### Exercise prompt
Starting from the first line, set down the entire listing exactly.

### Provided records
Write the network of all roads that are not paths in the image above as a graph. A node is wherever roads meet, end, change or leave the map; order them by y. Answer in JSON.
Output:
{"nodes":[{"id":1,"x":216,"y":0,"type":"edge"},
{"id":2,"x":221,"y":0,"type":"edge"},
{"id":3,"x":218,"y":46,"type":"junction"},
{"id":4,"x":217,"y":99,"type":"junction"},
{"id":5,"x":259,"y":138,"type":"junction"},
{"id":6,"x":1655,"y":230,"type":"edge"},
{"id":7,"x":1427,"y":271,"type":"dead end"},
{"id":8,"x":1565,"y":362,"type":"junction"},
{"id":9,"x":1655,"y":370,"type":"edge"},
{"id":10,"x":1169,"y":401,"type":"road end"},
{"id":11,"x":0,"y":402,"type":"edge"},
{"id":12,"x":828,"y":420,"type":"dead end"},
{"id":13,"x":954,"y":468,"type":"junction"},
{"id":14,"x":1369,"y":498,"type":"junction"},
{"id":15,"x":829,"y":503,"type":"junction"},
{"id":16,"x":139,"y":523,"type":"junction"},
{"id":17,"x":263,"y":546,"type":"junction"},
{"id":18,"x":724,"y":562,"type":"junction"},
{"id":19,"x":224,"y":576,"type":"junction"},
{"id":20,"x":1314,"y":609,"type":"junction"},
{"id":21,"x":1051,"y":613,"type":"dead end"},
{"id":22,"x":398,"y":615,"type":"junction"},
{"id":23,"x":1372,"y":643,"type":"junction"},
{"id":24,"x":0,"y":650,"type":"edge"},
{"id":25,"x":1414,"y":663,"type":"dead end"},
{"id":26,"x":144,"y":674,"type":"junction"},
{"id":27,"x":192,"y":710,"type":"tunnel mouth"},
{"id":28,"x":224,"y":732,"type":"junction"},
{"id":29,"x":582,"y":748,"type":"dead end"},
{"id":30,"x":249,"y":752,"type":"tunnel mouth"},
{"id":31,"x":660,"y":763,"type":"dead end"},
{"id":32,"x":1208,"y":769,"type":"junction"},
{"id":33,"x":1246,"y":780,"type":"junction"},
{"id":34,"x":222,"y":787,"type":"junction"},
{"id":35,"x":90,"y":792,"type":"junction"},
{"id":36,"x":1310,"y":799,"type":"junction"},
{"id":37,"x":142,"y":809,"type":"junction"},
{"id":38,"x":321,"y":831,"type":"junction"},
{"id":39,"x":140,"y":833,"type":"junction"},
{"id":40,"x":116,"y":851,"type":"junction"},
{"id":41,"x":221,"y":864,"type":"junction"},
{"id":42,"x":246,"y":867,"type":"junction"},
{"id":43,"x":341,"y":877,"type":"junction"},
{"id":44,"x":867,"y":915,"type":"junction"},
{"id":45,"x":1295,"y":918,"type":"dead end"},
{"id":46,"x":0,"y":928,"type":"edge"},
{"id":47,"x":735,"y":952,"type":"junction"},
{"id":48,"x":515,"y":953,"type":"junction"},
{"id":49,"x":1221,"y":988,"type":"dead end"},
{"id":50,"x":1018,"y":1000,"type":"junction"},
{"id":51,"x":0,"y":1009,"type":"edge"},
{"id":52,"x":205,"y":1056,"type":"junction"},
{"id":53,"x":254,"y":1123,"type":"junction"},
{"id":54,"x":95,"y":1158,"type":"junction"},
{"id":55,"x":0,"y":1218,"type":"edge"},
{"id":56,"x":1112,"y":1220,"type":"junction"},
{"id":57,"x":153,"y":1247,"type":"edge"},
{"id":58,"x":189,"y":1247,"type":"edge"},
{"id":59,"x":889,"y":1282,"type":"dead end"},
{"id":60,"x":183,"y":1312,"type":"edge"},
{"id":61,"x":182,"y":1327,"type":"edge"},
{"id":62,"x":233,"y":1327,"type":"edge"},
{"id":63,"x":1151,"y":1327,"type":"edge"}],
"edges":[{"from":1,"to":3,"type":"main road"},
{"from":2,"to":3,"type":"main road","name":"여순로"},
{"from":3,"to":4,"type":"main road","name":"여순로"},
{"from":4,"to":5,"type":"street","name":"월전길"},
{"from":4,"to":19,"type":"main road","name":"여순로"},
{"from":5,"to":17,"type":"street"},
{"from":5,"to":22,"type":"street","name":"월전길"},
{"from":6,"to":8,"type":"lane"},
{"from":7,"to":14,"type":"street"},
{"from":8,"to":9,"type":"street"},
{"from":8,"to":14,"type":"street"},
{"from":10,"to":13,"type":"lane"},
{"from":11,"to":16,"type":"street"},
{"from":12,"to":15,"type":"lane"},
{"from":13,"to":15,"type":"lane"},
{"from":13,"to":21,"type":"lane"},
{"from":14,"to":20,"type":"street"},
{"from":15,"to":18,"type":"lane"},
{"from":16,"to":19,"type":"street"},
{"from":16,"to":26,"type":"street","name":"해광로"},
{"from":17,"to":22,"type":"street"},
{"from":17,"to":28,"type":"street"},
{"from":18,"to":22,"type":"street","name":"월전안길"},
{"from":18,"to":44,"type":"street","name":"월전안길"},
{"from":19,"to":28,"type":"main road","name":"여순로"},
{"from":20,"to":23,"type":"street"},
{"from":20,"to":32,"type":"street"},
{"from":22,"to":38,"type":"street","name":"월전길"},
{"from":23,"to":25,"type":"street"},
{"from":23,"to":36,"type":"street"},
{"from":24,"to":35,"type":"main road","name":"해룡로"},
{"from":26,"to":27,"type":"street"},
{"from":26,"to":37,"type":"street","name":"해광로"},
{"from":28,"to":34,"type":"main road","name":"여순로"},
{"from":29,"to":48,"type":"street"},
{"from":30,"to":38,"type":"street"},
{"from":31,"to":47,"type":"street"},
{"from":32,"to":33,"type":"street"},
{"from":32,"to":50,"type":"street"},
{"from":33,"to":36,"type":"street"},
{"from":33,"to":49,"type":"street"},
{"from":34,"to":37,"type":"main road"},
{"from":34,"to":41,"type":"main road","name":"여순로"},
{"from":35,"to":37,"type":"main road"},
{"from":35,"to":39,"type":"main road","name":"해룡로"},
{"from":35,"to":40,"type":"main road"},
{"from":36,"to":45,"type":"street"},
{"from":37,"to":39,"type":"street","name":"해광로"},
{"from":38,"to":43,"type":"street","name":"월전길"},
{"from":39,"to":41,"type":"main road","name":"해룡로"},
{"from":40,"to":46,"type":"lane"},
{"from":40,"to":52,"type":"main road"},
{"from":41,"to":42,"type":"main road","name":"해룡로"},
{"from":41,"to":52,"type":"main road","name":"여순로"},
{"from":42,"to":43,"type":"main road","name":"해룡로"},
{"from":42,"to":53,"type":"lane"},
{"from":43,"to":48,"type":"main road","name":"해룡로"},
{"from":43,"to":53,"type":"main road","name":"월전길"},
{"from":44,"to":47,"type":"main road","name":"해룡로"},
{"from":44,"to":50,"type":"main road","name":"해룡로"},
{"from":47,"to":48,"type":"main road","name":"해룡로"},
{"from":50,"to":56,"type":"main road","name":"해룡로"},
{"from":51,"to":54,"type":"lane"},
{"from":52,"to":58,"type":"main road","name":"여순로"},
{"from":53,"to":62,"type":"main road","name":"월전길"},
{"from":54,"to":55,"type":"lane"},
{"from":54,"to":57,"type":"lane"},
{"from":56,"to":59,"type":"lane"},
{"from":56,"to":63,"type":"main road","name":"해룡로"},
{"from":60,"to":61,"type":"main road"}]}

### Answer section
Write the network of all roads that are not paths in the image above as a graph. A node is wherever roads meet, end, change or leave the map; order them by y. Answer in JSON.
Output:
{"nodes":[{"id":1,"x":216,"y":0,"type":"edge"},
{"id":2,"x":221,"y":0,"type":"edge"},
{"id":3,"x":218,"y":46,"type":"junction"},
{"id":4,"x":217,"y":99,"type":"junction"},
{"id":5,"x":259,"y":138,"type":"junction"},
{"id":6,"x":1655,"y":230,"type":"edge"},
{"id":7,"x":1427,"y":271,"type":"dead end"},
{"id":8,"x":1565,"y":362,"type":"junction"},
{"id":9,"x":1655,"y":370,"type":"edge"},
{"id":10,"x":1169,"y":401,"type":"road end"},
{"id":11,"x":0,"y":402,"type":"edge"},
{"id":12,"x":828,"y":420,"type":"dead end"},
{"id":13,"x":954,"y":468,"type":"junction"},
{"id":14,"x":1369,"y":498,"type":"junction"},
{"id":15,"x":829,"y":503,"type":"junction"},
{"id":16,"x":139,"y":523,"type":"junction"},
{"id":17,"x":263,"y":546,"type":"junction"},
{"id":18,"x":724,"y":562,"type":"junction"},
{"id":19,"x":224,"y":576,"type":"junction"},
{"id":20,"x":1314,"y":609,"type":"junction"},
{"id":21,"x":1051,"y":613,"type":"dead end"},
{"id":22,"x":398,"y":615,"type":"junction"},
{"id":23,"x":1372,"y":643,"type":"junction"},
{"id":24,"x":0,"y":650,"type":"edge"},
{"id":25,"x":1414,"y":663,"type":"dead end"},
{"id":26,"x":144,"y":674,"type":"junction"},
{"id":27,"x":192,"y":710,"type":"tunnel mouth"},
{"id":28,"x":224,"y":732,"type":"junction"},
{"id":29,"x":582,"y":748,"type":"dead end"},
{"id":30,"x":249,"y":752,"type":"tunnel mouth"},
{"id":31,"x":660,"y":763,"type":"dead end"},
{"id":32,"x":1208,"y":769,"type":"junction"},
{"id":33,"x":1246,"y":780,"type":"junction"},
{"id":34,"x":222,"y":787,"type":"junction"},
{"id":35,"x":90,"y":792,"type":"junction"},
{"id":36,"x":1310,"y":799,"type":"junction"},
{"id":37,"x":142,"y":809,"type":"junction"},
{"id":38,"x":321,"y":831,"type":"junction"},
{"id":39,"x":140,"y":833,"type":"junction"},
{"id":40,"x":116,"y":851,"type":"junction"},
{"id":41,"x":221,"y":864,"type":"junction"},
{"id":42,"x":246,"y":867,"type":"junction"},
{"id":43,"x":341,"y":877,"type":"junction"},
{"id":44,"x":867,"y":915,"type":"junction"},
{"id":45,"x":1295,"y":918,"type":"dead end"},
{"id":46,"x":0,"y":928,"type":"edge"},
{"id":47,"x":735,"y":952,"type":"junction"},
{"id":48,"x":515,"y":953,"type":"junction"},
{"id":49,"x":1221,"y":988,"type":"dead end"},
{"id":50,"x":1018,"y":1000,"type":"junction"},
{"id":51,"x":0,"y":1009,"type":"edge"},
{"id":52,"x":205,"y":1056,"type":"junction"},
{"id":53,"x":254,"y":1123,"type":"junction"},
{"id":54,"x":95,"y":1158,"type":"junction"},
{"id":55,"x":0,"y":1218,"type":"edge"},
{"id":56,"x":1112,"y":1220,"type":"junction"},
{"id":57,"x":153,"y":1247,"type":"edge"},
{"id":58,"x":189,"y":1247,"type":"edge"},
{"id":59,"x":889,"y":1282,"type":"dead end"},
{"id":60,"x":183,"y":1312,"type":"edge"},
{"id":61,"x":182,"y":1327,"type":"edge"},
{"id":62,"x":233,"y":1327,"type":"edge"},
{"id":63,"x":1151,"y":1327,"type":"edge"}],
"edges":[{"from":1,"to":3,"type":"main road"},
{"from":2,"to":3,"type":"main road","name":"여순로"},
{"from":3,"to":4,"type":"main road","name":"여순로"},
{"from":4,"to":5,"type":"street","name":"월전길"},
{"from":4,"to":19,"type":"main road","name":"여순로"},
{"from":5,"to":17,"type":"street"},
{"from":5,"to":22,"type":"street","name":"월전길"},
{"from":6,"to":8,"type":"lane"},
{"from":7,"to":14,"type":"street"},
{"from":8,"to":9,"type":"street"},
{"from":8,"to":14,"type":"street"},
{"from":10,"to":13,"type":"lane"},
{"from":11,"to":16,"type":"street"},
{"from":12,"to":15,"type":"lane"},
{"from":13,"to":15,"type":"lane"},
{"from":13,"to":21,"type":"lane"},
{"from":14,"to":20,"type":"street"},
{"from":15,"to":18,"type":"lane"},
{"from":16,"to":19,"type":"street"},
{"from":16,"to":26,"type":"street","name":"해광로"},
{"from":17,"to":22,"type":"street"},
{"from":17,"to":28,"type":"street"},
{"from":18,"to":22,"type":"street","name":"월전안길"},
{"from":18,"to":44,"type":"street","name":"월전안길"},
{"from":19,"to":28,"type":"main road","name":"여순로"},
{"from":20,"to":23,"type":"street"},
{"from":20,"to":32,"type":"street"},
{"from":22,"to":38,"type":"street","name":"월전길"},
{"from":23,"to":25,"type":"street"},
{"from":23,"to":36,"type":"street"},
{"from":24,"to":35,"type":"main road","name":"해룡로"},
{"from":26,"to":27,"type":"street"},
{"from":26,"to":37,"type":"street","name":"해광로"},
{"from":28,"to":34,"type":"main road","name":"여순로"},
{"from":29,"to":48,"type":"street"},
{"from":30,"to":38,"type":"street"},
{"from":31,"to":47,"type":"street"},
{"from":32,"to":33,"type":"street"},
{"from":32,"to":50,"type":"street"},
{"from":33,"to":36,"type":"street"},
{"from":33,"to":49,"type":"street"},
{"from":34,"to":37,"type":"main road"},
{"from":34,"to":41,"type":"main road","name":"여순로"},
{"from":35,"to":37,"type":"main road"},
{"from":35,"to":39,"type":"main road","name":"해룡로"},
{"from":35,"to":40,"type":"main road"},
{"from":36,"to":45,"type":"street"},
{"from":37,"to":39,"type":"street","name":"해광로"},
{"from":38,"to":43,"type":"street","name":"월전길"},
{"from":39,"to":41,"type":"main road","name":"해룡로"},
{"from":40,"to":46,"type":"lane"},
{"from":40,"to":52,"type":"main road"},
{"from":41,"to":42,"type":"main road","name":"해룡로"},
{"from":41,"to":52,"type":"main road","name":"여순로"},
{"from":42,"to":43,"type":"main road","name":"해룡로"},
{"from":42,"to":53,"type":"lane"},
{"from":43,"to":48,"type":"main road","name":"해룡로"},
{"from":43,"to":53,"type":"main road","name":"월전길"},
{"from":44,"to":47,"type":"main road","name":"해룡로"},
{"from":44,"to":50,"type":"main road","name":"해룡로"},
{"from":47,"to":48,"type":"main road","name":"해룡로"},
{"from":50,"to":56,"type":"main road","name":"해룡로"},
{"from":51,"to":54,"type":"lane"},
{"from":52,"to":58,"type":"main road","name":"여순로"},
{"from":53,"to":62,"type":"main road","name":"월전길"},
{"from":54,"to":55,"type":"lane"},
{"from":54,"to":57,"type":"lane"},
{"from":56,"to":59,"type":"lane"},
{"from":56,"to":63,"type":"main road","name":"해룡로"},
{"from":60,"to":61,"type":"main road"}]}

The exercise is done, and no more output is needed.